▶ Task objective: When a line in the entries contains the word "улица", copy that line in full.

▶ Stored data:
----------

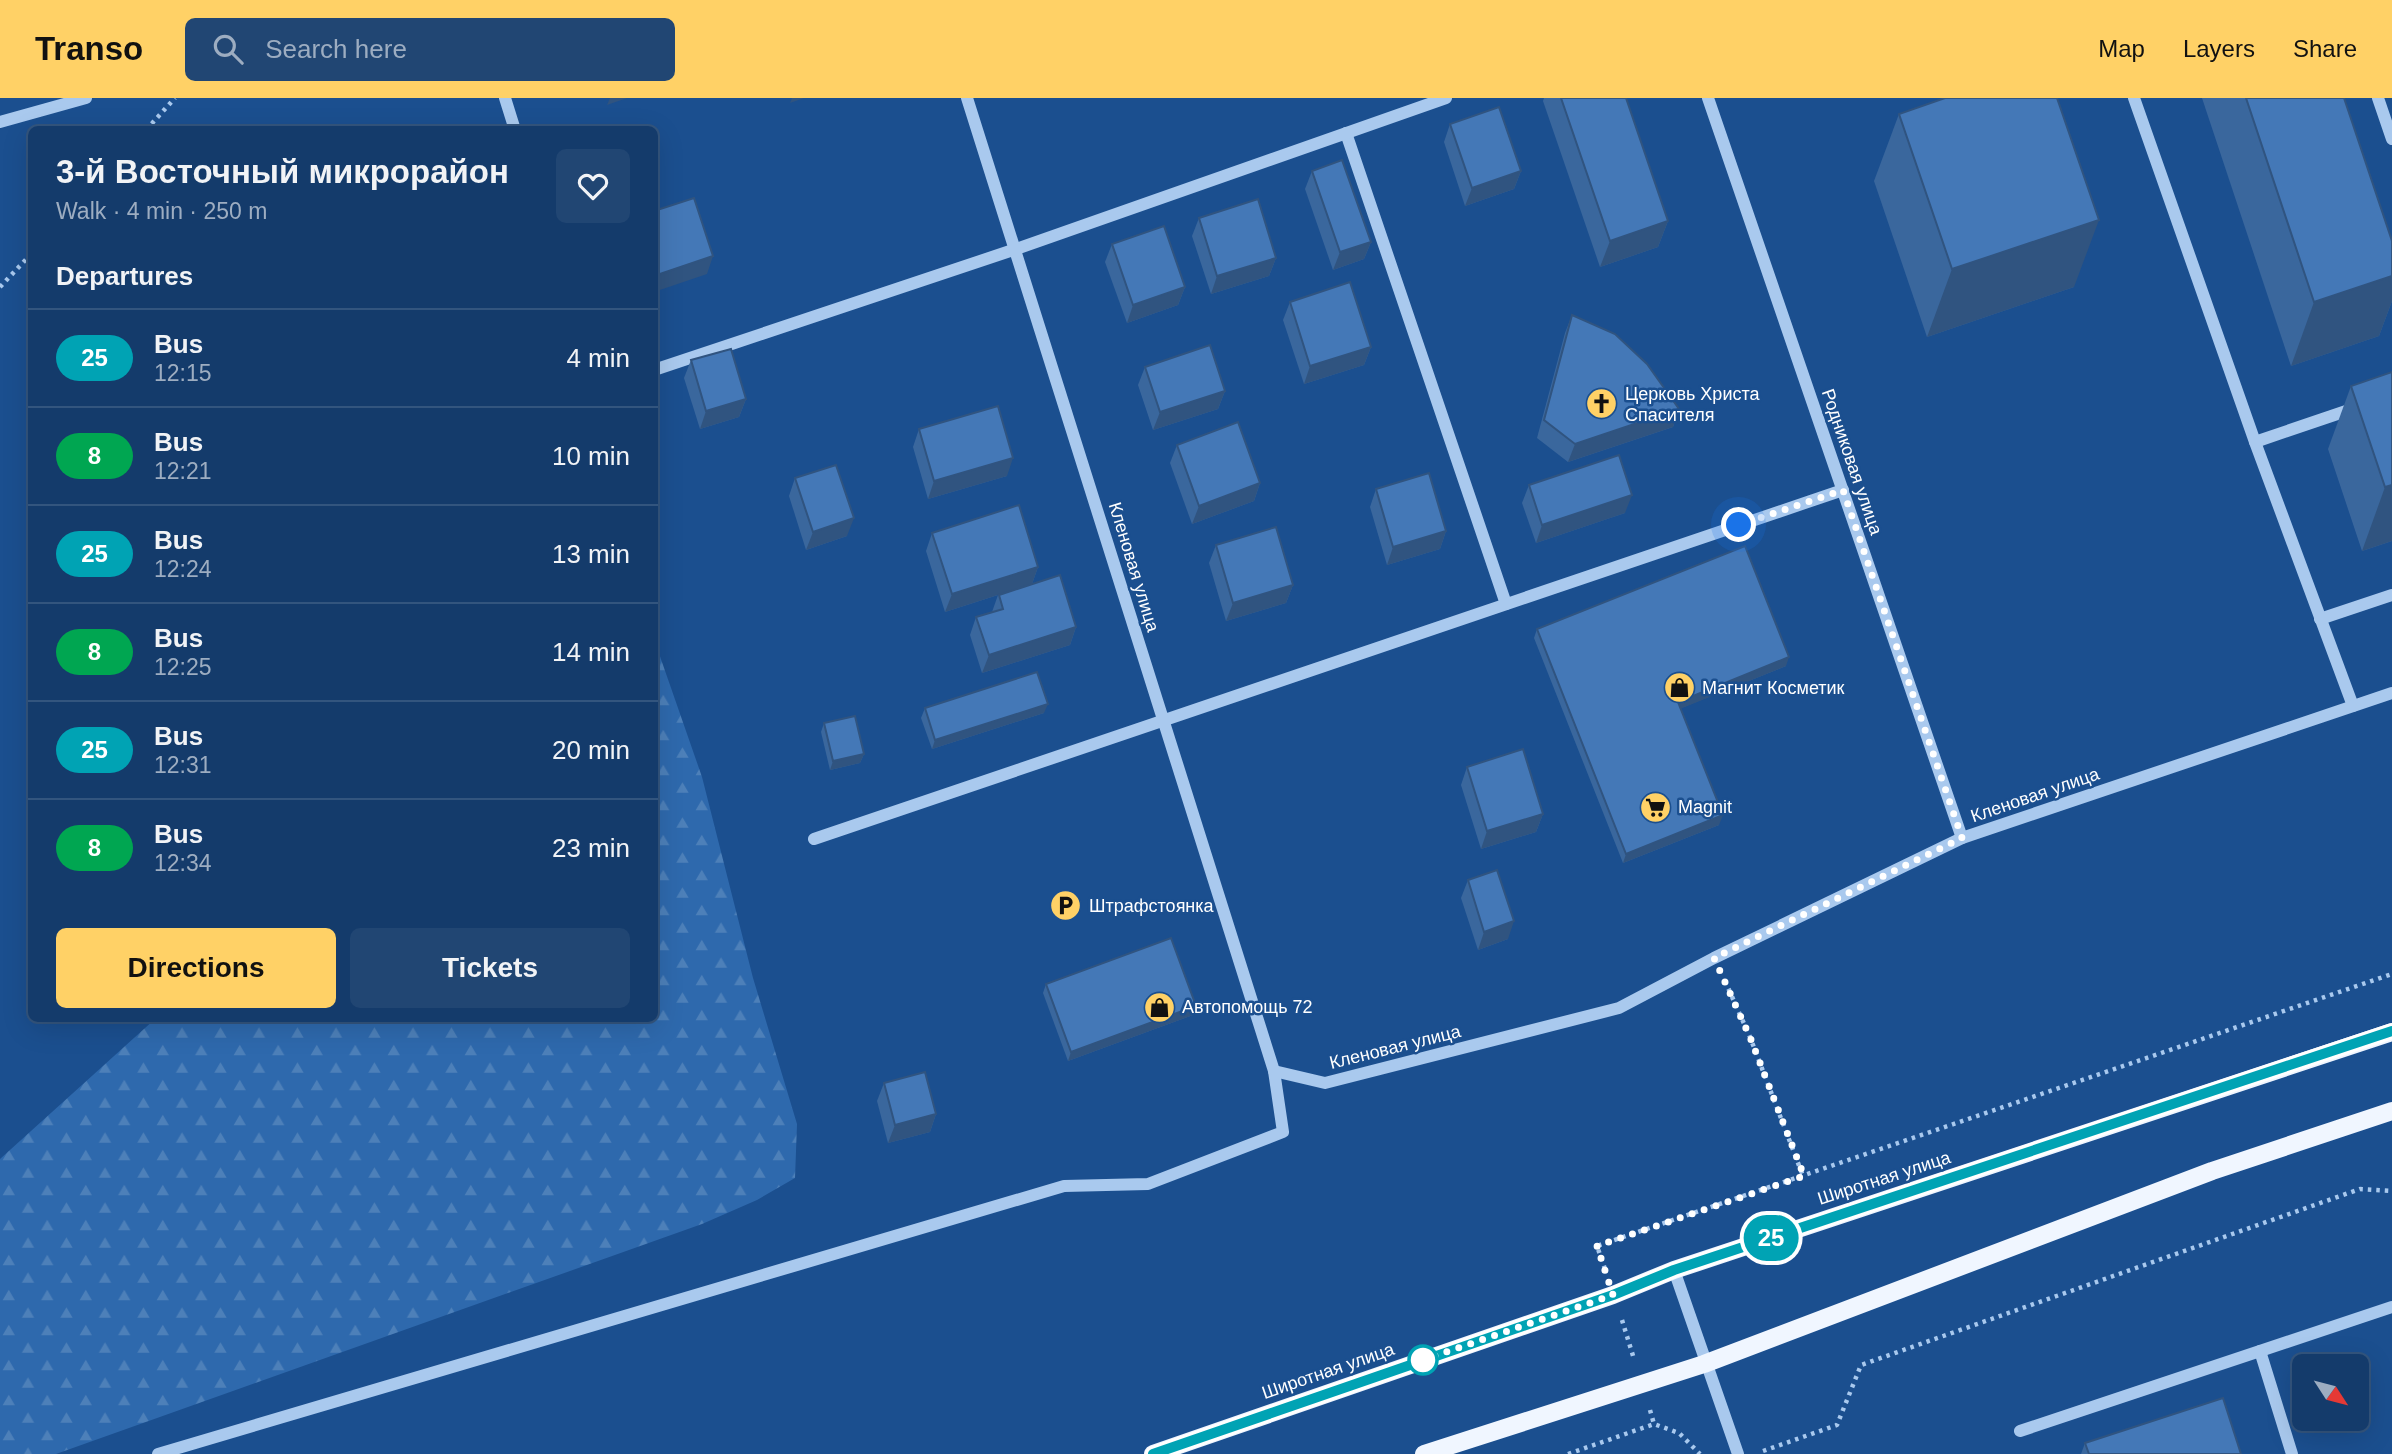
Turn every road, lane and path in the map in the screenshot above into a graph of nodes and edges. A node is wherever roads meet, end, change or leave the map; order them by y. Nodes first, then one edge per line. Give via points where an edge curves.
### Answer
1 (86, 98) edge
2 (175, 98) edge
3 (505, 98) edge
4 (967, 98) edge
5 (1446, 98) edge
6 (1708, 98) edge
7 (2134, 98) edge
8 (2378, 98) edge
9 (0, 122) edge
10 (150, 126) edge
11 (515, 126) edge
12 (1346, 133) junction
13 (2392, 139) edge
14 (1016, 249) junction
15 (28, 257) edge
16 (0, 287) edge
17 (658, 369) edge
18 (2367, 404) edge
19 (2255, 442) junction
20 (1843, 490) junction
21 (2392, 595) edge
22 (1506, 604) junction
23 (2320, 619) junction
24 (2392, 693) edge
25 (2353, 706) junction
26 (1163, 720) junction
27 (1962, 838) junction
28 (814, 839) dead end
29 (1714, 958) junction
30 (2392, 974) edge
31 (2392, 1031) edge
32 (1274, 1071) junction
33 (2392, 1111) edge
34 (1804, 1176) junction
35 (2392, 1191) edge
36 (1674, 1270) junction
37 (1613, 1295) junction
38 (2392, 1307) edge
39 (2260, 1351) junction
40 (1704, 1364) junction
41 (1643, 1384) junction
42 (1654, 1424) junction
43 (2020, 1431) dead end
44 (158, 1454) edge
45 (1153, 1454) edge
46 (1424, 1454) edge
47 (1568, 1454) edge
48 (1700, 1454) edge
49 (1738, 1454) edge
50 (1756, 1454) edge
51 (2292, 1454) edge

1 - 9 street
2 - 10 path
3 - 11 street
4 - 14 street, Кленовая улица
5 - 12 street
6 - 20 street, Родниковая улица
7 - 19 street
8 - 13 street
12 - 14 street
12 - 22 street
14 - 17 street
14 - 26 street, Кленовая улица
15 - 16 path
18 - 19 street
19 - 23 street
20 - 22 street
20 - 27 street, Родниковая улица
21 - 23 street
22 - 26 street
23 - 25 street
24 - 25 street, Кленовая улица
25 - 27 street, Кленовая улица
26 - 28 street
26 - 32 street, Кленовая улица
27 - 29 street, Кленовая улица
29 - 32 street, Кленовая улица via 1619,1009 1325,1083
29 - 34 path
30 - 34 path
31 - 36 main road, Широтная улица
32 - 44 street via 1283,1132 1148,1184 1063,1186
33 - 40 main road via 2212,1171
34 - 37 path via 1597,1246
35 - 50 path via 2360,1189 1861,1365 1838,1425
36 - 37 main road, Широтная улица
36 - 40 street
37 - 41 path
37 - 45 main road, Широтная улица
38 - 39 street
39 - 43 street
39 - 51 street
40 - 41 main road
40 - 49 street
41 - 42 path
41 - 46 main road
42 - 47 path
42 - 48 path via 1679,1433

----------

▶ Answer to the exercise:
4 - 14 street, Кленовая улица
6 - 20 street, Родниковая улица
14 - 26 street, Кленовая улица
20 - 27 street, Родниковая улица
24 - 25 street, Кленовая улица
25 - 27 street, Кленовая улица
26 - 32 street, Кленовая улица
27 - 29 street, Кленовая улица
29 - 32 street, Кленовая улица via 1619,1009 1325,1083
31 - 36 main road, Широтная улица
36 - 37 main road, Широтная улица
37 - 45 main road, Широтная улица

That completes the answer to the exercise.